[Entries taken from a collection]
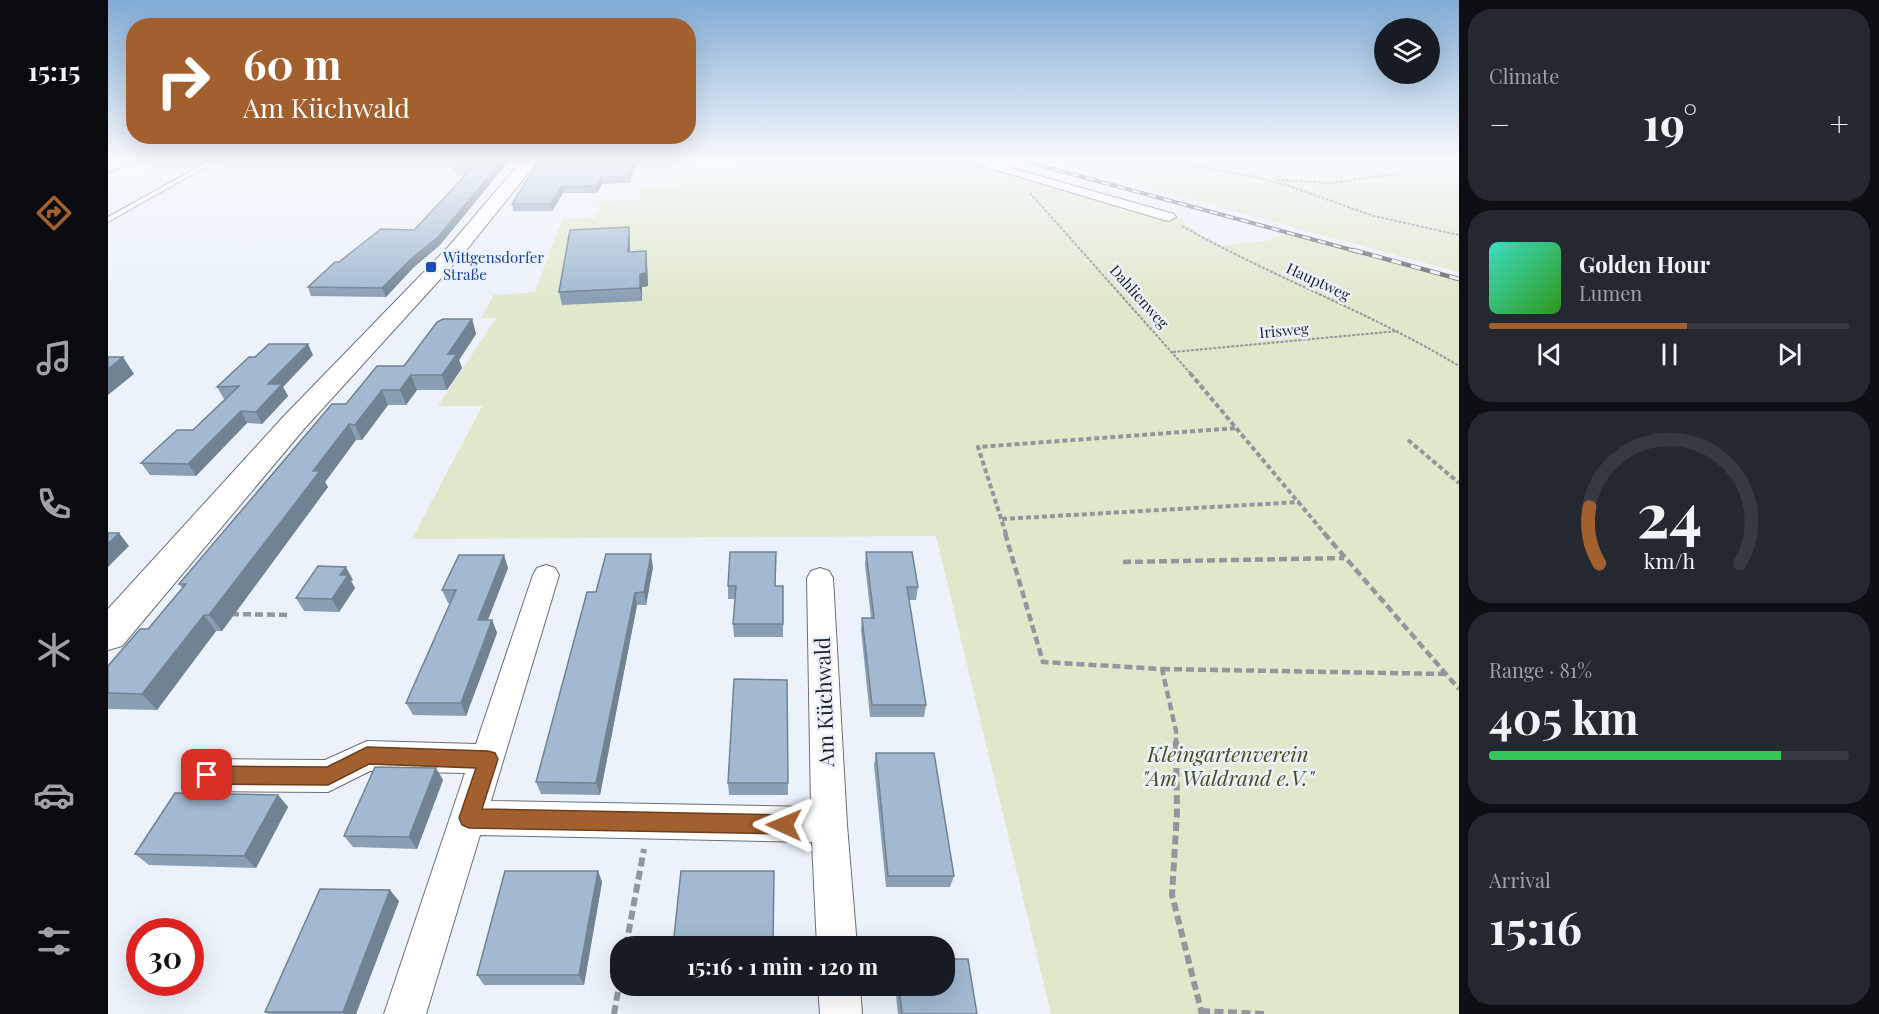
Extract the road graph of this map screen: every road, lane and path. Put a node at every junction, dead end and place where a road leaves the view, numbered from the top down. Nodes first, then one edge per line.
1 (136, 204) edge
2 (497, 204) edge
3 (1040, 204) edge
4 (1124, 204) edge
5 (1341, 204) edge
6 (1168, 217) joint
7 (108, 220) edge
8 (1459, 235) edge
9 (1399, 330) junction
10 (1172, 352) junction
11 (1459, 366) edge
12 (1237, 428) junction
13 (1408, 440) dead end
14 (1459, 483) edge
15 (1299, 502) junction
16 (1002, 519) junction
17 (1345, 558) junction
18 (1123, 562) dead end
19 (546, 575) dead end
20 (820, 578) dead end
21 (222, 614) edge
22 (290, 615) dead end
23 (108, 635) edge
24 (1162, 669) junction
25 (1446, 674) junction
26 (1459, 689) edge
27 (488, 759) junction
28 (207, 775) dead end
29 (469, 818) junction
30 (829, 825) junction
31 (644, 852) dead end
32 (628, 936) edge
33 (836, 936) edge
34 (617, 996) edge
35 (840, 996) edge
36 (1202, 1012) edge
37 (405, 1014) edge
38 (614, 1014) edge
39 (841, 1014) edge
40 (1265, 1014) edge

1 - 7 lane
2 - 23 street
3 - 10 path, Dahlienweg
4 - 6 street
5 - 8 path
6 - 9 path, Hauptweg
9 - 10 path, Irisweg
9 - 11 path, Hauptweg
10 - 12 path, Dahlienweg
12 - 15 path, Dahlienweg
12 - 16 path
13 - 14 path
15 - 16 path
15 - 17 path, Dahlienweg
16 - 24 path
17 - 18 path
17 - 25 path, Dahlienweg
19 - 27 street
20 - 30 street, Am Küchwald
21 - 22 path
24 - 25 path
24 - 36 path
25 - 26 path, Dahlienweg
27 - 28 street
27 - 29 street
29 - 30 street
29 - 37 street
30 - 33 street, Am Küchwald
31 - 32 path
34 - 38 path
35 - 39 street
36 - 40 path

TASK BRIEF: Repeat the entries word for word and skip the pictures.

RESULT BELOW:
Extract the road graph of this map screen: every road, lane and path. Put a node at every junction, dead end and place where a road leaves the view, numbered from the top down. Nodes first, then one edge per line.
1 (136, 204) edge
2 (497, 204) edge
3 (1040, 204) edge
4 (1124, 204) edge
5 (1341, 204) edge
6 (1168, 217) joint
7 (108, 220) edge
8 (1459, 235) edge
9 (1399, 330) junction
10 (1172, 352) junction
11 (1459, 366) edge
12 (1237, 428) junction
13 (1408, 440) dead end
14 (1459, 483) edge
15 (1299, 502) junction
16 (1002, 519) junction
17 (1345, 558) junction
18 (1123, 562) dead end
19 (546, 575) dead end
20 (820, 578) dead end
21 (222, 614) edge
22 (290, 615) dead end
23 (108, 635) edge
24 (1162, 669) junction
25 (1446, 674) junction
26 (1459, 689) edge
27 (488, 759) junction
28 (207, 775) dead end
29 (469, 818) junction
30 (829, 825) junction
31 (644, 852) dead end
32 (628, 936) edge
33 (836, 936) edge
34 (617, 996) edge
35 (840, 996) edge
36 (1202, 1012) edge
37 (405, 1014) edge
38 (614, 1014) edge
39 (841, 1014) edge
40 (1265, 1014) edge

1 - 7 lane
2 - 23 street
3 - 10 path, Dahlienweg
4 - 6 street
5 - 8 path
6 - 9 path, Hauptweg
9 - 10 path, Irisweg
9 - 11 path, Hauptweg
10 - 12 path, Dahlienweg
12 - 15 path, Dahlienweg
12 - 16 path
13 - 14 path
15 - 16 path
15 - 17 path, Dahlienweg
16 - 24 path
17 - 18 path
17 - 25 path, Dahlienweg
19 - 27 street
20 - 30 street, Am Küchwald
21 - 22 path
24 - 25 path
24 - 36 path
25 - 26 path, Dahlienweg
27 - 28 street
27 - 29 street
29 - 30 street
29 - 37 street
30 - 33 street, Am Küchwald
31 - 32 path
34 - 38 path
35 - 39 street
36 - 40 path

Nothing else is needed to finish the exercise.